The helium is introduced into the inner container in liquid or cryogenic form. A liquid zone with liquid helium and a gas zone with gaseous helium then form in the inner container. After being introduced into the inner container, the helium thus has two phases having different states of matter, viz., liquid and gaseous. This means that a phase boundary between the liquid helium and the gaseous helium is present in the inner container. After a certain time, i.e., when the pressure in the inner container rises, the helium present in the inner container becomes single-phase. The phase boundary then no longer exists, and the helium is supercritical.
The cryogenic fluid or the cryogen is preferably liquid nitrogen. The cryogenic fluid can also be referred to as a coolant. The cryogenic fluid can, alternatively, also be, for example, liquid hydrogen or liquid oxygen. The thermal shield being actively coolable or actively cooled is to be understood as meaning that the cryogenic fluid at least partially flows through or around the thermal shield so as to cool it. In the process, the cryogenic fluid boils, and thus the gaseous phase and the liquid phase of the cryogenic fluid are present. The cryogenic fluid can therefore be received in the cooling line in both its gaseous and liquid phases. The cryogenic fluid can likewise be received in the return line or be conveyed back to the coolant container in its liquid and/or its gaseous phase. In the return line, the liquid phase of the cryogenic fluid can at least partially vaporize. Non-vaporized fractions of the liquid phase of the cryogenic fluid fall back into the coolant container. The liquid phase is conveyed, in particular, with the aid of the gaseous phase of the cryogenic fluid. A pump with movable components can be dispensed with. During the operation of the transport container or of the thermal shield, the liquid phase of the cryogenic fluid continues to flow out of the coolant container into the cooling line when the cryogenic fluid vaporizes, so that the cooling line is always filled with the liquid phase over the entire length thereof. The coolant container, the cooling line, and the return line thus form a cooling system. The cooling system is a closed system, in which circulation of the cryogenic fluid is possible.
In particular, the thermal shield is actively cooled only during the operation of the transport container, i.e., when the inner container is filled with helium. When the cryogenic fluid is consumed, the thermal shield can also be uncooled. As mentioned above, the cryogenic fluid can vaporize in the cooling line, but also in the return line, during active cooling of the thermal shield. The thermal shield thus has a temperature that approximately or exactly corresponds to the boiling point of the cryogenic fluid. The boiling point of the cryogenic fluid is preferably higher than the boiling point of the liquid helium. The thermal shield is, in particular, arranged inside the outer container. The coolant container is preferably arranged outside the thermal shield. The cooling line and the return line are preferably two separate components. This means that the cooling line does not correspond to the return line.

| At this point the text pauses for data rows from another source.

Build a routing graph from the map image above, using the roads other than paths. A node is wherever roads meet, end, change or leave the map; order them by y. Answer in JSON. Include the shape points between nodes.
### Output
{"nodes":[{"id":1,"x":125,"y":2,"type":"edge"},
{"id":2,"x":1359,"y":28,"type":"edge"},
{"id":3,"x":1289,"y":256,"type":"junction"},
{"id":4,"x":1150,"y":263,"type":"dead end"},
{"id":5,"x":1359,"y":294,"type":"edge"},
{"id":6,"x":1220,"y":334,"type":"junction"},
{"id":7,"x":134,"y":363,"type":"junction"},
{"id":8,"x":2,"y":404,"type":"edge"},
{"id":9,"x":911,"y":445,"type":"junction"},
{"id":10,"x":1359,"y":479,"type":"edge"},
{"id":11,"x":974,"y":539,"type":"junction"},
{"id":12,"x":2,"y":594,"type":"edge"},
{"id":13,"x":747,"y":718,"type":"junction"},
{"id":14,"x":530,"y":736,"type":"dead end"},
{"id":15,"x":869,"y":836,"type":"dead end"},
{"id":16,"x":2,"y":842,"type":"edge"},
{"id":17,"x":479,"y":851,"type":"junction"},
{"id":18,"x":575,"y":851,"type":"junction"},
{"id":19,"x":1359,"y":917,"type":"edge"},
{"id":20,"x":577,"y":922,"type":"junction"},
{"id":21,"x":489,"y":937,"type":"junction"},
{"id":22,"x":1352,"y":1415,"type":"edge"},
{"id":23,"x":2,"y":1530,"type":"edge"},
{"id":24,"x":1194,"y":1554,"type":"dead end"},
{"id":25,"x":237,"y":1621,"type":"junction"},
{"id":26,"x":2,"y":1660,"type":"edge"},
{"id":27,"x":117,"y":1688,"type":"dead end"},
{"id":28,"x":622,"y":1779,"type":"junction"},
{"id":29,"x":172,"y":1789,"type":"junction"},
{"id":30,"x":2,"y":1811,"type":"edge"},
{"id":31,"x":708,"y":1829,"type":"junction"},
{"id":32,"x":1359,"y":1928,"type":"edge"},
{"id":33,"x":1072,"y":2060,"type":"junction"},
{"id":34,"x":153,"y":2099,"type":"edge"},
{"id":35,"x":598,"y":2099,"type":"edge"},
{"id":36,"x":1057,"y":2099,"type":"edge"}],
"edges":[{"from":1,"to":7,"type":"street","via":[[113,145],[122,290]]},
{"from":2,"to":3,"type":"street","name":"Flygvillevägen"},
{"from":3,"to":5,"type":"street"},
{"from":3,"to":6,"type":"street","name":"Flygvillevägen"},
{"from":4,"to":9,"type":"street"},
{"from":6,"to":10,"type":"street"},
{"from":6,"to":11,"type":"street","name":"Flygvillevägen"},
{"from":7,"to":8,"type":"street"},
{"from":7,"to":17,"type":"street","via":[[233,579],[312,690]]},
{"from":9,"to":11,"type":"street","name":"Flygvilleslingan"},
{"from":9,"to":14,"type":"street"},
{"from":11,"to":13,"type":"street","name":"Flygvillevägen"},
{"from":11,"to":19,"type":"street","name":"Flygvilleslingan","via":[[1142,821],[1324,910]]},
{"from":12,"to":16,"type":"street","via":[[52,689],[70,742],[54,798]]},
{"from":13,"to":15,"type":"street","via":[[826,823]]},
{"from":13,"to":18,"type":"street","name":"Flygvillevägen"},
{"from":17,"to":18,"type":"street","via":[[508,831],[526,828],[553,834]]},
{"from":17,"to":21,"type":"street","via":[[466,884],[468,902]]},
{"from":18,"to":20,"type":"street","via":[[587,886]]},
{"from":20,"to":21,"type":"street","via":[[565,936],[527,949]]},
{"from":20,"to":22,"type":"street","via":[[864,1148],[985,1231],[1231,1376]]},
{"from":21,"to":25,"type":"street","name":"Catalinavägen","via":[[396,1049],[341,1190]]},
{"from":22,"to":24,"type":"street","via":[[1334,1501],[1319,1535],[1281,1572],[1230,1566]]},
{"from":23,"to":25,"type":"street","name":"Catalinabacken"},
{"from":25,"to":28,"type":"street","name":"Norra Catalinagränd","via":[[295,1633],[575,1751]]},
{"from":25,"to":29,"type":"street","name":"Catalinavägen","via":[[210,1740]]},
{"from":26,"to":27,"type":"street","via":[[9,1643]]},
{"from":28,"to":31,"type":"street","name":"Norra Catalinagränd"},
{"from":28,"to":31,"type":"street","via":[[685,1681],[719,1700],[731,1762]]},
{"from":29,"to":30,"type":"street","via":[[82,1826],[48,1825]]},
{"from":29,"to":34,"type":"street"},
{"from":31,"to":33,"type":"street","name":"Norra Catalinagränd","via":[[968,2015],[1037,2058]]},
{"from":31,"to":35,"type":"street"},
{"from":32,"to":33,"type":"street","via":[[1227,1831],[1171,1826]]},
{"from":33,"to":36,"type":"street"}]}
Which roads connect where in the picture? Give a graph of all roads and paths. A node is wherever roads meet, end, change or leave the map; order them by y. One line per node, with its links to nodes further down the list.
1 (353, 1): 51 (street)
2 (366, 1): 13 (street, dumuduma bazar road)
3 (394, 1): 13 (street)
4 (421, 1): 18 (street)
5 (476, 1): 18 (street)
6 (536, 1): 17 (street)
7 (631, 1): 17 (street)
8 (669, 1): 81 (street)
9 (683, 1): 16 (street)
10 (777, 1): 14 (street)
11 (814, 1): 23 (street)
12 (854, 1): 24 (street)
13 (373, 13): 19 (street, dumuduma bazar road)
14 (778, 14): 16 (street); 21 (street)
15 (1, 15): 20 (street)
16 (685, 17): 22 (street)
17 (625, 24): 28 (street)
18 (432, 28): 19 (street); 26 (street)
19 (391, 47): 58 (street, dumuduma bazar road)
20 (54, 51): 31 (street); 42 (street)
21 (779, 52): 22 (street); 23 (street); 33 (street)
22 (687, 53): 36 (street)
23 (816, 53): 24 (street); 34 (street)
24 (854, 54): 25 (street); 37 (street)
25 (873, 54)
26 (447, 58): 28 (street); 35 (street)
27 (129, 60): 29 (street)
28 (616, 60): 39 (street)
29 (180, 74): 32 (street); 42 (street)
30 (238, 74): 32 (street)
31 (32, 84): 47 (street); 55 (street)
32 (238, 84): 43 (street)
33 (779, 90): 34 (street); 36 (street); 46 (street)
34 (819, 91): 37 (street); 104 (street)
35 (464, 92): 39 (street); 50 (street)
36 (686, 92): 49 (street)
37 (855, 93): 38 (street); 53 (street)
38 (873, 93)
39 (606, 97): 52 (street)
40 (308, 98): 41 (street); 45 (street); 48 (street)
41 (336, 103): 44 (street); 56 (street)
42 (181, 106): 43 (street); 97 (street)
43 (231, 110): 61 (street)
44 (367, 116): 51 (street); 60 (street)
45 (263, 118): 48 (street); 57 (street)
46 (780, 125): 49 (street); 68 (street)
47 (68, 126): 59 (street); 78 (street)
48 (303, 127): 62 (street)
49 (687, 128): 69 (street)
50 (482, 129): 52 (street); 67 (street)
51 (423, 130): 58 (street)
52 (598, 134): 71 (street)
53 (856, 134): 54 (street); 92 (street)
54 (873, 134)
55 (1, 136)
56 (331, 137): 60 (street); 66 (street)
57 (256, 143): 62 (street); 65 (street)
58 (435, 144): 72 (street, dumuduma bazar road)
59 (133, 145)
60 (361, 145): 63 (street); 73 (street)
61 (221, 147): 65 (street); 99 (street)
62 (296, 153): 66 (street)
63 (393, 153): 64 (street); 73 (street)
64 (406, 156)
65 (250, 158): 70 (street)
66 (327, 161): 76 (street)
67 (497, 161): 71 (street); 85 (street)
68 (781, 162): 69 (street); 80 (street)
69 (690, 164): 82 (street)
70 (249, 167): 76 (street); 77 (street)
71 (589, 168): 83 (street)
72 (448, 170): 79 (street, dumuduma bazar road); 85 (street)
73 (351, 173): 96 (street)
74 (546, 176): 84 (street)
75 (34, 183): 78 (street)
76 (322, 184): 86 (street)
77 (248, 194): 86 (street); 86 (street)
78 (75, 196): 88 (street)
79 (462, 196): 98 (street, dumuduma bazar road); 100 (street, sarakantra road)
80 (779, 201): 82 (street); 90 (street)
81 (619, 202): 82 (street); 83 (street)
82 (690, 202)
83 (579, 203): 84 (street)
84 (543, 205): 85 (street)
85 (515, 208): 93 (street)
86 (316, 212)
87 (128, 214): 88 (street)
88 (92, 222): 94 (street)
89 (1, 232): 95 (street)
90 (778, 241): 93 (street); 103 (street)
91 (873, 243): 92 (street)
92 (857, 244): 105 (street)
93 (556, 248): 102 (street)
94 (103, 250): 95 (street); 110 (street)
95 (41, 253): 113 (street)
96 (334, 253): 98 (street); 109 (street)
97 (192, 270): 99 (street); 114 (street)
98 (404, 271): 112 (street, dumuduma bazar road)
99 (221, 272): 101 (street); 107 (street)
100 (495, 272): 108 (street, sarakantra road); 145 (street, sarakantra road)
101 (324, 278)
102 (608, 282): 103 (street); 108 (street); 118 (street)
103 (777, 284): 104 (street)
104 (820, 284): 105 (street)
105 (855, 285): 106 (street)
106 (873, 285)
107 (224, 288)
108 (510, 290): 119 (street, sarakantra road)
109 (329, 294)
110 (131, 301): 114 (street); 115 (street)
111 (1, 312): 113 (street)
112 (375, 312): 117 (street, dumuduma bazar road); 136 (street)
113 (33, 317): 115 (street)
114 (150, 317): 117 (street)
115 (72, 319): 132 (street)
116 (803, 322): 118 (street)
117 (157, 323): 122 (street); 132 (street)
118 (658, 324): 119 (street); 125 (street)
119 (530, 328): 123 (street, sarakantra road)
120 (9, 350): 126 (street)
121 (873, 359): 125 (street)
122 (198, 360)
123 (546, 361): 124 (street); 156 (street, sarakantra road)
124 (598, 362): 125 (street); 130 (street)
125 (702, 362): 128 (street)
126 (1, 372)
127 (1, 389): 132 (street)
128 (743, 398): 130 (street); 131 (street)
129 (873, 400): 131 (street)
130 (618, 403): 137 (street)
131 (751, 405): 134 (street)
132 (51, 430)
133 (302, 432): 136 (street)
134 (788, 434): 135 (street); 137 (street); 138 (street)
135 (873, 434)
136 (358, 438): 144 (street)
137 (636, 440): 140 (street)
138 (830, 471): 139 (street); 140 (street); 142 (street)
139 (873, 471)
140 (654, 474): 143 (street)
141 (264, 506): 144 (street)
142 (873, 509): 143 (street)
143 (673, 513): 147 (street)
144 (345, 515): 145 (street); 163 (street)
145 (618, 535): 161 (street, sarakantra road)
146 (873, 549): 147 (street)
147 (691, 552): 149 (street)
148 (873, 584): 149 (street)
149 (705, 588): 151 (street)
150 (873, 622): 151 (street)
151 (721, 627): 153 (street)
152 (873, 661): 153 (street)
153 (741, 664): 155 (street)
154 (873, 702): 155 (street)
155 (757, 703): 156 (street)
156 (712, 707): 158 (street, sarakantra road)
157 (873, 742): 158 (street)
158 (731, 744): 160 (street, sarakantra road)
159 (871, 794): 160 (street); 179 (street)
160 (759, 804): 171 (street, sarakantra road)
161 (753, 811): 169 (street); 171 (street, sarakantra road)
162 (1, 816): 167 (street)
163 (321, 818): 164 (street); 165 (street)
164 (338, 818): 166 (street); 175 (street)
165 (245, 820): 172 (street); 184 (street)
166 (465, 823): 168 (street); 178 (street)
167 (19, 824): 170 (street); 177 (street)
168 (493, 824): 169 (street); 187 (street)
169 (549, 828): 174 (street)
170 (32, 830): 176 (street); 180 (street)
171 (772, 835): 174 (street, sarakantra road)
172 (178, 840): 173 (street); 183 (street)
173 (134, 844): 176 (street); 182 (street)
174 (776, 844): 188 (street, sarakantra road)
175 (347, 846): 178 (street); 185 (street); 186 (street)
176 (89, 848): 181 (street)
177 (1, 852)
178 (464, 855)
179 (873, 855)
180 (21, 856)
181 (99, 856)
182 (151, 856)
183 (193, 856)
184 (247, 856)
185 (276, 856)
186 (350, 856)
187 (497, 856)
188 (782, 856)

The outer side of the inner container preferably has a temperature that corresponds approximately or exactly to the temperature of the helium stored in the inner container. Depending upon whether the helium is in liquid or supercritical form, the temperature of the helium is 4.2 to 6 K. Preferably, a cover section of the thermal shield completely covers a base section thereof at the end face in each case. The base section of the thermal shield can have a circular or approximately circular cross-section. The outer container, the inner container, the coolant container, and the thermal shield can be designed to be rotationally symmetrical with respect to a common central axis or axis of symmetry. The inner container and the outer container are preferably made of stainless steel. The inner container preferably has a tubular base section, which is closed on both sides by curved cover sections. The inner container is fluid-tight. The outer container preferably likewise has a tubular base section, which is closed at the end face on both sides by cover sections. The base section of the inner container and/or the base section of the outer container can have a circular or approximately circular cross-section. The thermal shield is preferably made of a high-purity aluminum material. The thermal shield is preferably not fluid-tight. This means that the thermal shield can have apertures or boreholes.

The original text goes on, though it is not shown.